NBA. Steve Kerr po porażce z Houston: „Steph Curry dostał łokciem podczas rzutu a sędziowie nie reagowali”
Środowy mecz Golden State Warriors z Houston Rockets przypominał starcia z lat 90., pełne fizyczności i napięcia. Na parkiecie Toyota Center, którego jaskrawa czerwień zdawała się bardziej oślepiać niż inspirować, oba zespoły toczyły zażartą rywalizację. Sędziowie ograniczali się do minimum, pozwalając zawodnikom samodzielnie rozstrzygać starcia.
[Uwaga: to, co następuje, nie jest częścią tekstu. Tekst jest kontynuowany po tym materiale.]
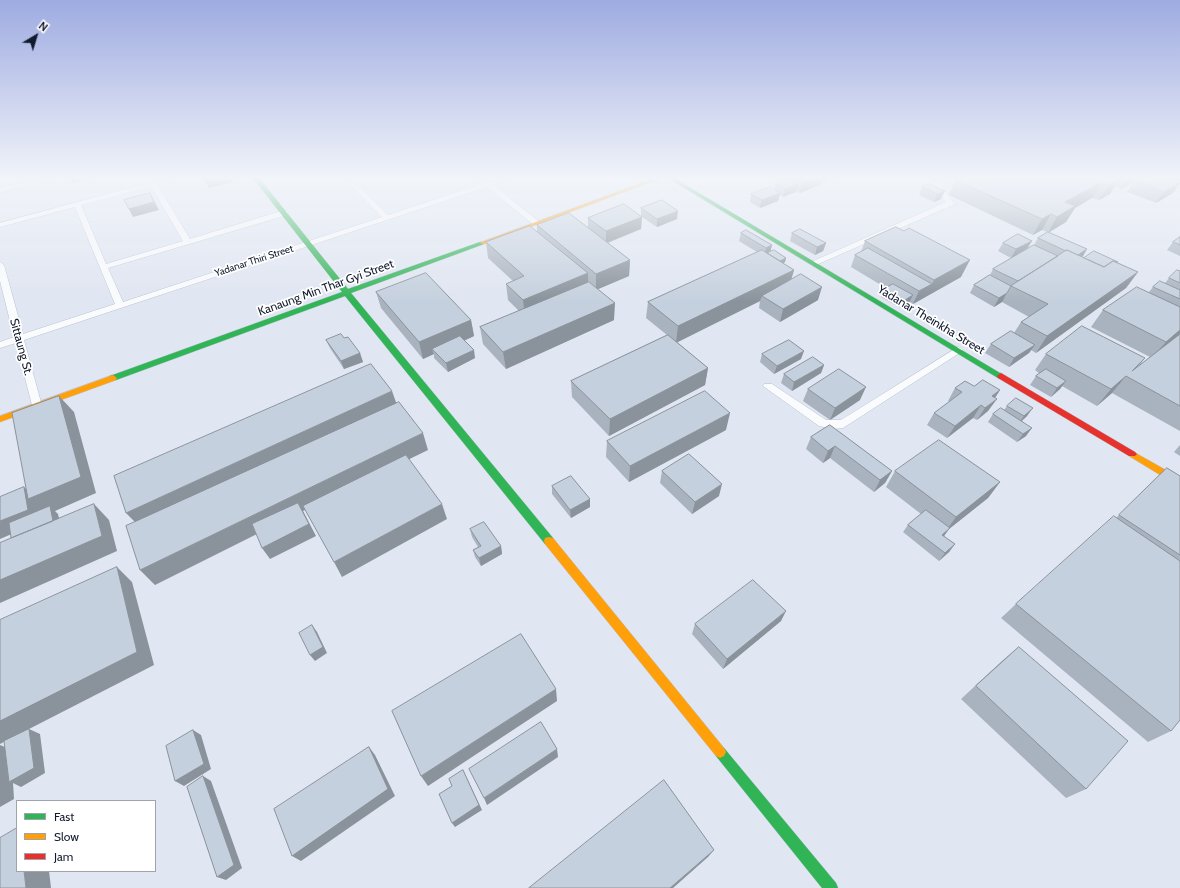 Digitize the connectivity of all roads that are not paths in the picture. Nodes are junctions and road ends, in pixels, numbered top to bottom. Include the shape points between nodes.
1 (21, 219) edge
2 (84, 219) edge
3 (175, 219) edge
4 (263, 219) edge
5 (289, 219) edge
6 (383, 219) edge
7 (532, 219) edge
8 (546, 219) edge
9 (741, 219) edge
10 (913, 219) edge
11 (536, 223) junction
12 (0, 225) edge
13 (188, 242) junction
14 (308, 244) junction
15 (814, 263) junction
16 (0, 265) edge
17 (104, 267) junction
18 (348, 293) junction
19 (120, 306) junction
20 (19, 339) junction
21 (0, 345) edge
22 (958, 350) junction
23 (768, 386) dead end
24 (36, 406) junction
25 (0, 419) edge
26 (1180, 483) edge
27 (831, 888) edge

1 - 12 street
2 - 17 street
3 - 13 street
4 - 13 street
5 - 14 street
6 - 14 street, Yadanar Thiri Street
7 - 11 street
8 - 11 street, Kanaung Min Thar Gyi Street
9 - 15 street, Yadanar Theinkha Street
10 - 15 street
11 - 18 street, Kanaung Min Thar Gyi Street
13 - 17 street
14 - 18 street
14 - 19 street, Yadanar Thiri Street
15 - 22 street, Yadanar Theinkha Street
16 - 20 street, Sittaung St.
17 - 19 street
18 - 24 street, Kanaung Min Thar Gyi Street
18 - 27 street
19 - 20 street, Yadanar Thiri Street
20 - 21 street, Yadanar Thiri Street
20 - 24 street, Sittaung St.
22 - 23 street via 837,426 823,423
22 - 26 street, Yadanar Theinkha Street
24 - 25 street, Kanaung Min Thar Gyi Street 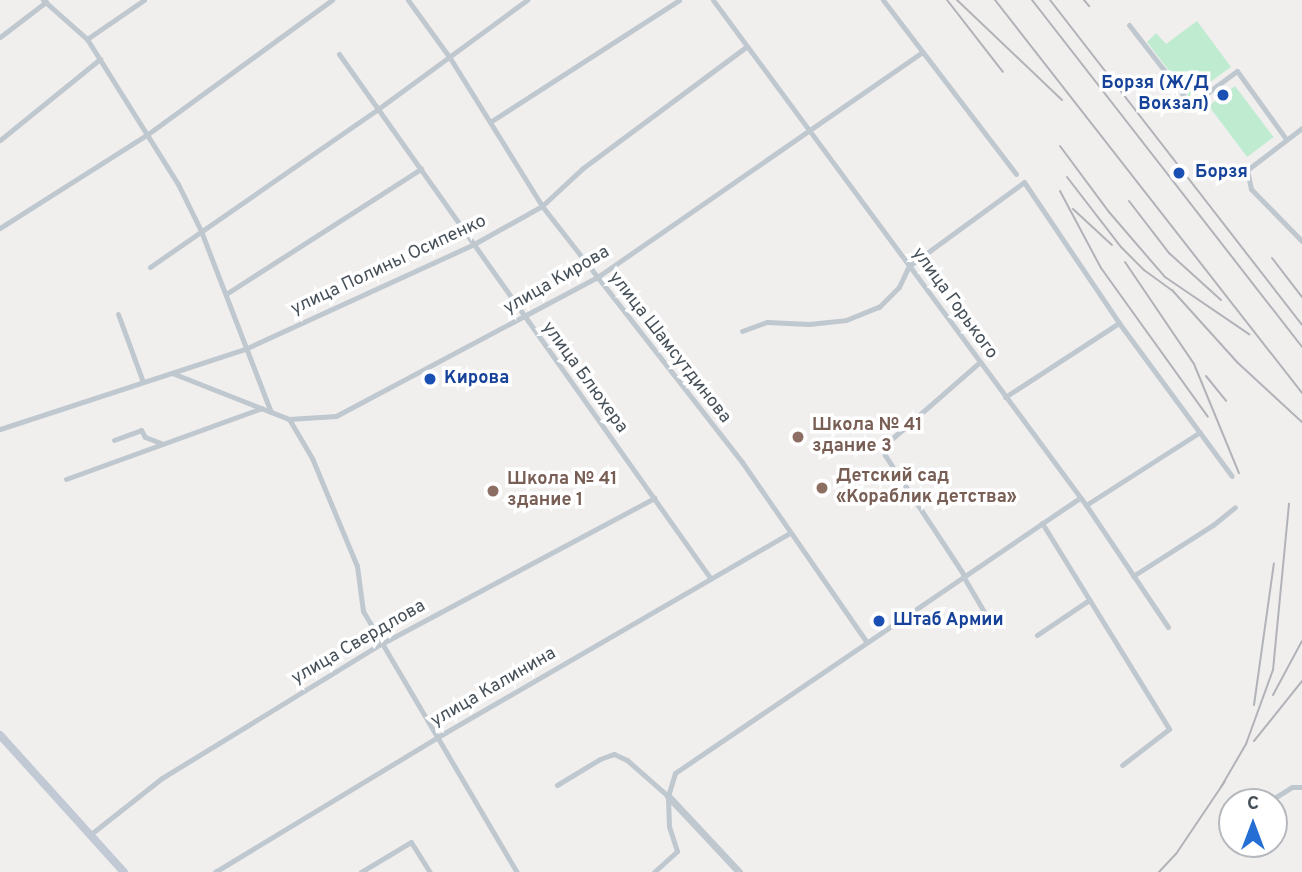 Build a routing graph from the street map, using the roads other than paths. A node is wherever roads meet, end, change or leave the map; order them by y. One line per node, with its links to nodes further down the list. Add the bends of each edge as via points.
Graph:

Decyzja, która zmieniła wszystko
Na 11 sekund przed końcem, przy jednopunktowym prowadzeniu Warriors, Steph Curry chybił kluczowy rzut za trzy. Piłka odbiła się od Alperena Senguna i Freda VanVleeta, by w końcu trafić w ręce Gary’ego Paytona II. Payton, upadając, próbował podać do Jonathana Kumingi. W chaosie, który nastąpił, Kuminga i Jalen Green walczyli o piłkę, a Rockets domagali się przerwy na żądanie. Decyzja sędziów? Faul Kumingi – a to oznaczało dwa rzuty wolne dla Rockets, które przesądziły o ich zwycięstwie 91-90 w ćwierćfinale NBA Cup.
Wybuch Steve’a Kerra
Po meczu trener Warriors, Steve Kerr, nie krył oburzenia. Na konferencji prasowej ostro skrytykował decyzję sędziów:
„Nigdy nie widziałem, żeby w sytuacji walki o piłkę, 80 stóp od kosza, przy takim momencie meczu, odgwizdano faul. To niepojęte. Nie rozumiem, co się właśnie wydarzyło.”
Kerr wskazywał na brak konsekwencji w gwizdkach, zwłaszcza że przez większość meczu arbitrzy pozwalali na twardą, fizyczną grę:
„To był mecz zacięty jak zapasy. Steph Curry dostał łokciem podczas rzutu – gwizdek milczał. A potem decyduje o wyniku faul w sytuacji, w której piłka była na podłodze, a gracze walczyli o nią jak lwy. To nie jest koszykówka na takim poziomie. Takie decyzje kosztują ludzi pracę i godność.”
Zasłużone zwycięstwo czy błąd systemu?
Kerr podkreślił, że Rockets zagrali dobrze i zasłużyli na szacunek, ale w jego opinii to Warriors powinni mieć szansę na ostateczną obronę, zamiast widzieć, jak mecz kończy się przez kontrowersyjny gwizdek:
„Nie rozumiem, jak można pozwolić sędziom na decydowanie o wyniku w ten sposób. To miliardowy biznes, a takie decyzje po prostu niszczą wiarygodność rozgrywek.”
Mimo rozgoryczenia, Kerr zakończył wypowiedź, gratulując przeciwnikom walki. Teraz pozostaje pytanie, jak Warriors odpowiedzą na to rozczarowanie w kolejnych spotkaniach.